Randall Não sabemos o que é a força escura, mas conhecemos a taxa de aceleração do Universo. Seu valor é muitíssimo menor do que aquele calculado pelos cosmologistas, quando estes apropriam a força escura como uma variável da teoria da relatividade. Quando a força escura é adicionada à relatividade, o universo que emerge dos cálculos não é o nosso, mas outro que se expande a taxas bilhões de vezes maiores. É um universo onde a gravidade jamais teria chance de condensar matéria e energia para formar estrelas e planetas. É um universo onde a vida jamais evoluiria. Mais importante do que conhecer qual seria a natureza da força escura é entender por que ela é tão fraca e por que o Universo acelera tão lentamente. De qualquer modo, a descoberta do universo acelerado é um dos grandes feitos científicos do século XX.
ÉPOCA Como entender a descoberta, em setembro passado, de que partículas chamadas neutrinos poderiam viajar mais rápido que a luz, o que seria impossível segundo as teorias de Einstein?
Randall Antes de mais nada, não acredito que o resultado da experiência dos neutrinos esteja correto. Mais cedo ou mais tarde, vão encontrar algum erro na experiência e invalidar o resultado. Se isso não acontecer, e os resultados acabem por se provar válidos, significará que a teoria de Einstein continuará valendo para um amplo espectro de fenômenos e problemas. Mas saberemos da existência de algumas circunstâncias até então desconhecidas nas quais partículas como os neutrinos poderiam se deslocar pelo espaço mais rápido que a luz. Quando uma nova teoria se prova correta, ela simplesmente subjuga a antiga, que se torna uma aproximação. Não quer dizer que somos obrigados a nos desfazer da teoria mais antiga.
ÉPOCA É um bom exemplo para descrever o método científico.
Randall Exato. Os físicos têm um conhecimento sólido sobre como a natureza funciona, ou deveria funcionar. Aí, raramente, aparecem pequenos furos na teoria. Eles revelam a existência de uma realidade mais profunda, que permanecia invisível aos nossos instrumentos. Um exemplo do século XIX foi o cálculo da órbita de Mercúrio. Ao observar o planeta, os astrônomos perceberam uma discrepância na órbita de Mercúrio.
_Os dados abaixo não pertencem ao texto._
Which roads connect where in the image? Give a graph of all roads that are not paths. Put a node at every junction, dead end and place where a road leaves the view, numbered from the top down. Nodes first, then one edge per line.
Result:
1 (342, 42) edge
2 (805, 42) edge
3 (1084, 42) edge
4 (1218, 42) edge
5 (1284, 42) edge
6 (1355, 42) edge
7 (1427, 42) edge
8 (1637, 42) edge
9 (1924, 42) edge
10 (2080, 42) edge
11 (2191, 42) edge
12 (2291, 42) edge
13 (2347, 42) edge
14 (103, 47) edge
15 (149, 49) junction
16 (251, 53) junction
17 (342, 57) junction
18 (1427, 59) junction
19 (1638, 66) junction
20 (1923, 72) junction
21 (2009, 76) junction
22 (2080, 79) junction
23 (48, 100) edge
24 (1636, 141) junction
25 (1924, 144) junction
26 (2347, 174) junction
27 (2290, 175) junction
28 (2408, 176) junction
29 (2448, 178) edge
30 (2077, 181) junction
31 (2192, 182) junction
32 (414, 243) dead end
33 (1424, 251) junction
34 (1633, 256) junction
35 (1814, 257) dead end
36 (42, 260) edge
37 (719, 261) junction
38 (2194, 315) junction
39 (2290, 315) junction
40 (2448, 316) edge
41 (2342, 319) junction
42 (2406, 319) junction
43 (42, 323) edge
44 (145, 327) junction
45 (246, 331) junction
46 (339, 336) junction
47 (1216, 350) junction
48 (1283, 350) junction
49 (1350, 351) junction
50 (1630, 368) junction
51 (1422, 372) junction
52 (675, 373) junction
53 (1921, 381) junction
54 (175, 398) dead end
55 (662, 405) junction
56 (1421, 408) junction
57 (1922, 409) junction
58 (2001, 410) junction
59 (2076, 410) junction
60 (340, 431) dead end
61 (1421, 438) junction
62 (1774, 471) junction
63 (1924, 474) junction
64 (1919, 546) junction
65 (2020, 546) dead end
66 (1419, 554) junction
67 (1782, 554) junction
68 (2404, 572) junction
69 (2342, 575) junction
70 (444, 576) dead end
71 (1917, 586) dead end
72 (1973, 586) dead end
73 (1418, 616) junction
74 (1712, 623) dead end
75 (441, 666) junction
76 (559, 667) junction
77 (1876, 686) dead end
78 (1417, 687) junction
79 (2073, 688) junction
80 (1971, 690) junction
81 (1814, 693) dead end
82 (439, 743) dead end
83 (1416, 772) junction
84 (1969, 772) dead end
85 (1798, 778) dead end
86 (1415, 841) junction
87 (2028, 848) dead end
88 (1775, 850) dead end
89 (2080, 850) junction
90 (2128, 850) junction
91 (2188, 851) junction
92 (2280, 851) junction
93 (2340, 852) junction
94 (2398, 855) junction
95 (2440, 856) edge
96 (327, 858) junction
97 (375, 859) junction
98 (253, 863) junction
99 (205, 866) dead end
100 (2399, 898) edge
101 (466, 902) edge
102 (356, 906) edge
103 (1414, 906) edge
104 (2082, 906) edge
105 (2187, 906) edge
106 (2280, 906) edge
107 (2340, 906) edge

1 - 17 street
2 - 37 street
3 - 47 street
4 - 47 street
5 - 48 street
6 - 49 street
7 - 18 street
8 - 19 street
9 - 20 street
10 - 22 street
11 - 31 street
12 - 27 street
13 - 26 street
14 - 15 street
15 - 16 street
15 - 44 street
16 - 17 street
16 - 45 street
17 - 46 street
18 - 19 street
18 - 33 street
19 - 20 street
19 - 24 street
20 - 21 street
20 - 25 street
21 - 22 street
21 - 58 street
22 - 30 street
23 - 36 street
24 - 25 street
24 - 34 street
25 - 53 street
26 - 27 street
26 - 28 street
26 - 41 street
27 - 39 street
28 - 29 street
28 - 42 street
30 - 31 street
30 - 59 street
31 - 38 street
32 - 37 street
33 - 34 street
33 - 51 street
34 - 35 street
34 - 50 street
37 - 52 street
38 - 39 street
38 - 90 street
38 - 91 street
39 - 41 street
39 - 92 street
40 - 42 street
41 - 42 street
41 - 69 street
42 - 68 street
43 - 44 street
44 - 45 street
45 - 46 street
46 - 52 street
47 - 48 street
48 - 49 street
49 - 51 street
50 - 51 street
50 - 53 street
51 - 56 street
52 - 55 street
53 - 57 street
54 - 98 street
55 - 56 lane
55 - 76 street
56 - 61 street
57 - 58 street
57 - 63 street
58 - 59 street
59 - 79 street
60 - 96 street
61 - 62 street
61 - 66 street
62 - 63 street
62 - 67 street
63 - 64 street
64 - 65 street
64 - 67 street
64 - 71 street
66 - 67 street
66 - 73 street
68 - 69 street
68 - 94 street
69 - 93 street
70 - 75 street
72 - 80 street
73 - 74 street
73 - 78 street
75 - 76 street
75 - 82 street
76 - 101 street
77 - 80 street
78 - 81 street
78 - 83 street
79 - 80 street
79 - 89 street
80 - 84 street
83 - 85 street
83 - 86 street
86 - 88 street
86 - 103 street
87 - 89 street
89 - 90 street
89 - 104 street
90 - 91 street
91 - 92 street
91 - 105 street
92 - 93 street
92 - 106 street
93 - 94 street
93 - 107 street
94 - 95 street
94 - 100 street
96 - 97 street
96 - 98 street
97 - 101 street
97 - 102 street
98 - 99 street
Em sua volta ao redor do Sol, Mercúrio insistia em não se comportar conforme os resultados previstos pela lei da gravitação de Newton. A discrepância era mínima, porém não era desprezível. Ninguém conseguia explicá-la. Foi preciso esperar Einstein e sua teoria da relatividade para entender que a discrepância era um sinal de que o Universo era mais complexo que o explicado por Newton. Com a descoberta do universo acelerado é o mesmo. A força escura revela que a natureza é mais complexa do que imaginávamos.
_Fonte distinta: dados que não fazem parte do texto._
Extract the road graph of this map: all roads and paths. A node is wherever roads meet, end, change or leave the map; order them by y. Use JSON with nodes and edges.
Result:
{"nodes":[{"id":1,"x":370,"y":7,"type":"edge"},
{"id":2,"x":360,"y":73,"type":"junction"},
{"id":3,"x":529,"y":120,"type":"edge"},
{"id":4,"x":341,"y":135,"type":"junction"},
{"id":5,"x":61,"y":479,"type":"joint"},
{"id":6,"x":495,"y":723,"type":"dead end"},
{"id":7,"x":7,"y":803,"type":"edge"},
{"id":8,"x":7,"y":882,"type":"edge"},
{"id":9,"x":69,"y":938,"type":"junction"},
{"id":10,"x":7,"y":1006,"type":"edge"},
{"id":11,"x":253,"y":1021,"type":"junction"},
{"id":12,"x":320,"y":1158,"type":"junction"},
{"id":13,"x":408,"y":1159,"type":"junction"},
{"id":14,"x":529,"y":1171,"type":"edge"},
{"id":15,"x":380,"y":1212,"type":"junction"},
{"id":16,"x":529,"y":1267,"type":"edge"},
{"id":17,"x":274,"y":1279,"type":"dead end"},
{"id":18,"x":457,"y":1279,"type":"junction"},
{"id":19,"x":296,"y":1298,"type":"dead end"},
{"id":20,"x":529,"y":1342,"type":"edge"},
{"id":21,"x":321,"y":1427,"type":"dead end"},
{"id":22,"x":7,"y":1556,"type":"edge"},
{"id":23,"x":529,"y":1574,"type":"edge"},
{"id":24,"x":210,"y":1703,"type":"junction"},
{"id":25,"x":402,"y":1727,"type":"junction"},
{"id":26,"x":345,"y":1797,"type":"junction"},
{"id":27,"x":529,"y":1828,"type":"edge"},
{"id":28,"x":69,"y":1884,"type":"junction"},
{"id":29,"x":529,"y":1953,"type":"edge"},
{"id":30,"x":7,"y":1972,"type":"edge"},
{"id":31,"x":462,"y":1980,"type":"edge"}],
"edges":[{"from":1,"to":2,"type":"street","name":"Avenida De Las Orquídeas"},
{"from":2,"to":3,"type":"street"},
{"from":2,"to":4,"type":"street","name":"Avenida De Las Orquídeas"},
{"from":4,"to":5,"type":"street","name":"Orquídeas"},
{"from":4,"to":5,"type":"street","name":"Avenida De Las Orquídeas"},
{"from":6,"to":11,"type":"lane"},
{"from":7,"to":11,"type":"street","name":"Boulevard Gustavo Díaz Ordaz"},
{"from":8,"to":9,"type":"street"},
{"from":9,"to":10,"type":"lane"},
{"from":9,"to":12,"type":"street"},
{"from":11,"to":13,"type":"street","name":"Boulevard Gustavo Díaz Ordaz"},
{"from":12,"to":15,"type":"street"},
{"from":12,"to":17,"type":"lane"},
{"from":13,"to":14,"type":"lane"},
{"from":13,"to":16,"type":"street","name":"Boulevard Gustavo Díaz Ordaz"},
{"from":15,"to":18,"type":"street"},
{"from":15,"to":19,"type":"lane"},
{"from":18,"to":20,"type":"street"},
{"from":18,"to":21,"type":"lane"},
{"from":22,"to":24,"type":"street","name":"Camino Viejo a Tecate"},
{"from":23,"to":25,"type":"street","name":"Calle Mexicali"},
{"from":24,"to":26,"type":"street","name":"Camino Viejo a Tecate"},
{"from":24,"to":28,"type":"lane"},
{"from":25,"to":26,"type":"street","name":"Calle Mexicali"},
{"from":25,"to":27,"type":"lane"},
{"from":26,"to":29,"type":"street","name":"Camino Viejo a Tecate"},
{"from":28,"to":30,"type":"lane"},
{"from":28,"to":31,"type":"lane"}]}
ÉPOCA O fato de uma teoria ser bela sugere que ela seja válida?
Randall Muitos físicos acham que sim. Eu não. A beleza é subjetiva. Se um físico mostrar uma teoria e disser que é bela, você olhará as equações e dirá: Belo, isso?. Na física, beleza tem a ver com ordem e simetria. As obras da arte moderna não têm simetria. Nem por isso deixam de ser belas. Na física, a beleza não é irrelevante, mas o fato de uma teoria ser bela não quer dizer que ela encerre necessariamente a verdade.